General Who Was A Non-combatant

Published: 04th May 2014 07:18 AM  |   Last Updated: 04th May 2014 07:18 AM   |  A+A-

What was the state of the Indian Army when it was ordered to “throw out” the Chinese? As Neville Maxwell pointed out, the Army leadership had toadied up to Nehru and was telling him only what he wanted to hear. Whereas Sam Manekshaw famously told Nehru’s daughter that while she was ready for a war in East Pakistan in April 1971, he wasn’t. According to Major General V K Singh, who wrote Leadership in the Indian Army (Sage, 2005), Sam told Mrs Gandhi: “As your Army chief, it is my duty to put the facts before you. If your father had me as the chief in 1962 instead of General Thapar, and he had told me to throw the Chinese out, I would have said the same thing, and he would not have been shamed the way he was. If you still want me to go ahead, I will. But I guarantee you a one hundred per cent defeat.”

Henderson Brooks records his astonishment when on September 12, 1962, then foreign secretary M J Desai tells the military brass to ask the Indian Army to reach Thag La and “establish posts alongside the Chinese”. Desai declares that it does not matter even if India ceded some territory in Ladakh. You may ask how a foreign secretary called such shots. In truth, says Brooks, in Ladakh, for example, the Army was not prepared to meet even a “limited operation”. How did this come to be? Here is the received wisdom: According to armymen who have paid attention to this, the strength of the Indian Army at the end of World War II was approximately 23 lakh. After demobilising began, it was to be cut to 1.5 lakh. When August 15, 1947, swung around, the number was 3.25 lakh, of which one lakh were various state forces. We were already at war with Pakistan, and in 1948, Pundit Nehru ordered a study on how large our Army should be: the strength ought not exceed 1.75 lakh, including state forces. Our northern borders were neither defined nor demarcated. There were claims and counter-claims. Our defence budget when we promulgated our Constitution was a pitiful 0.6 per cent of the GDP. Our Air Force and Navy were being downsized. In 1959, when there was blood on our border with China, we had neither the troop strength nor infrastructure for the task, and Nehru was robustly prosecuting war through the media.
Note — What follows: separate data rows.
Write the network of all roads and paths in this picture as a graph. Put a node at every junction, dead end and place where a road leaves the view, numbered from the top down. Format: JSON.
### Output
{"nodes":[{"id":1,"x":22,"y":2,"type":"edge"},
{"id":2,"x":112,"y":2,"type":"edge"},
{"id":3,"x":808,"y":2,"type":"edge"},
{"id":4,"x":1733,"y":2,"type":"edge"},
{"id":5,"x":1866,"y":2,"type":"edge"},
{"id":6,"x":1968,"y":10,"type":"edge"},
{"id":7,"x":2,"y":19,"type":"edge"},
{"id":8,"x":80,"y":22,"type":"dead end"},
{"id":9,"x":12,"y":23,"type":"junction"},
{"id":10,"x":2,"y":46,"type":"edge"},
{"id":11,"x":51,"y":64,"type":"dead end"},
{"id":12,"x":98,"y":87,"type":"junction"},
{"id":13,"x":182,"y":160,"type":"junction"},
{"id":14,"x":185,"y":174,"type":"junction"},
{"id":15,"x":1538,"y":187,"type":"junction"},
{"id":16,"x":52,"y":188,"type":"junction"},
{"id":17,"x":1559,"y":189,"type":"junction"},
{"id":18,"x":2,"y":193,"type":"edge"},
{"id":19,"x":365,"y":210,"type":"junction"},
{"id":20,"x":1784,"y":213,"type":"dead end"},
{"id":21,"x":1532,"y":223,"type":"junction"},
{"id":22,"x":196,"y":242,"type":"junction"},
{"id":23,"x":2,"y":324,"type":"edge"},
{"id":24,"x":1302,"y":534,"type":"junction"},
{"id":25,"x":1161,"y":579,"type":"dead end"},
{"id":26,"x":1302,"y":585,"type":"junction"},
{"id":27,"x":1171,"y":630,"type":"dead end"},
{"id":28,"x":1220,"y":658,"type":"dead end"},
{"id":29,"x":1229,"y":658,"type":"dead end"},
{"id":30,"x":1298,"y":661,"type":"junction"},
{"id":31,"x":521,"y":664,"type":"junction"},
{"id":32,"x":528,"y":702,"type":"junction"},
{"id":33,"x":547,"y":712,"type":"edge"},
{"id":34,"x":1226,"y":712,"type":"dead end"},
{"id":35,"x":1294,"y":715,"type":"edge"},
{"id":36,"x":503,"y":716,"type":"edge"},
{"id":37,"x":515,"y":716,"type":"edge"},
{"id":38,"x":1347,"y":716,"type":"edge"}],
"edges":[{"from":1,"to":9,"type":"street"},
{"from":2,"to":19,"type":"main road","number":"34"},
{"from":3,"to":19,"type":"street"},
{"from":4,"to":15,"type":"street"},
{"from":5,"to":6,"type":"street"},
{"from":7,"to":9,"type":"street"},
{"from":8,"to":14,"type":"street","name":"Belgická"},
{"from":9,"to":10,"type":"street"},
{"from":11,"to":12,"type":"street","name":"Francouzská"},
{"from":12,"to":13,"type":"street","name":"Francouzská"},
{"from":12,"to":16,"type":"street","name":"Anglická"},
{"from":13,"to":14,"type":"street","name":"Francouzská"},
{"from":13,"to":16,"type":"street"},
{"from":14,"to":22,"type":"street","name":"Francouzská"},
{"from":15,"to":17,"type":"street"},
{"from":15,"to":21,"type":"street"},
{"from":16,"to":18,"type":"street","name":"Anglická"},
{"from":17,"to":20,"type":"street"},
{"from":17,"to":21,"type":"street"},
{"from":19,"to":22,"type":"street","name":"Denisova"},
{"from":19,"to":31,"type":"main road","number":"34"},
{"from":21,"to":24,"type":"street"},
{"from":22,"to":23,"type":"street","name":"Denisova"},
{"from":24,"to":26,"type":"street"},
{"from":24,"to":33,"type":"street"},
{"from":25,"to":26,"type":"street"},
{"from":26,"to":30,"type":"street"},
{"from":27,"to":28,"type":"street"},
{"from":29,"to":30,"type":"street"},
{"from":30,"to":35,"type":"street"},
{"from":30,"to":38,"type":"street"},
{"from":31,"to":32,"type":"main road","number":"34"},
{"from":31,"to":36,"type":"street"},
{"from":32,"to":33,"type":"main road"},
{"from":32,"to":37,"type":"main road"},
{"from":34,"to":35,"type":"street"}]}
The best part, which emerges in the Brooks report, is that only after August 26, 1959, when the Chinese overran our post in Longju, did the border areas with the Chinese come under control of the Army. Till then, the foreign ministry with help from the Intelligence Bureau dictated the China policy; the border areas were being patrolled on the western sector by police, a precursor to CRPF; on the eastern sector, it was the Assam Rifles, not the Army. As Brooks points out, there were no minutes maintained on decisions taken by the war meetings called by defence minister Krishna Menon. According to John Garver, Marshal Ye Jianying, briefing Mao on Nehru’s blue-eyed Gen. B M Kaul, who he had met during a visit to India in 1957, pointed out that the “Indian commander had no actual combat experience”. Mao responded: “Fine, he’ll have another opportunity to shine.”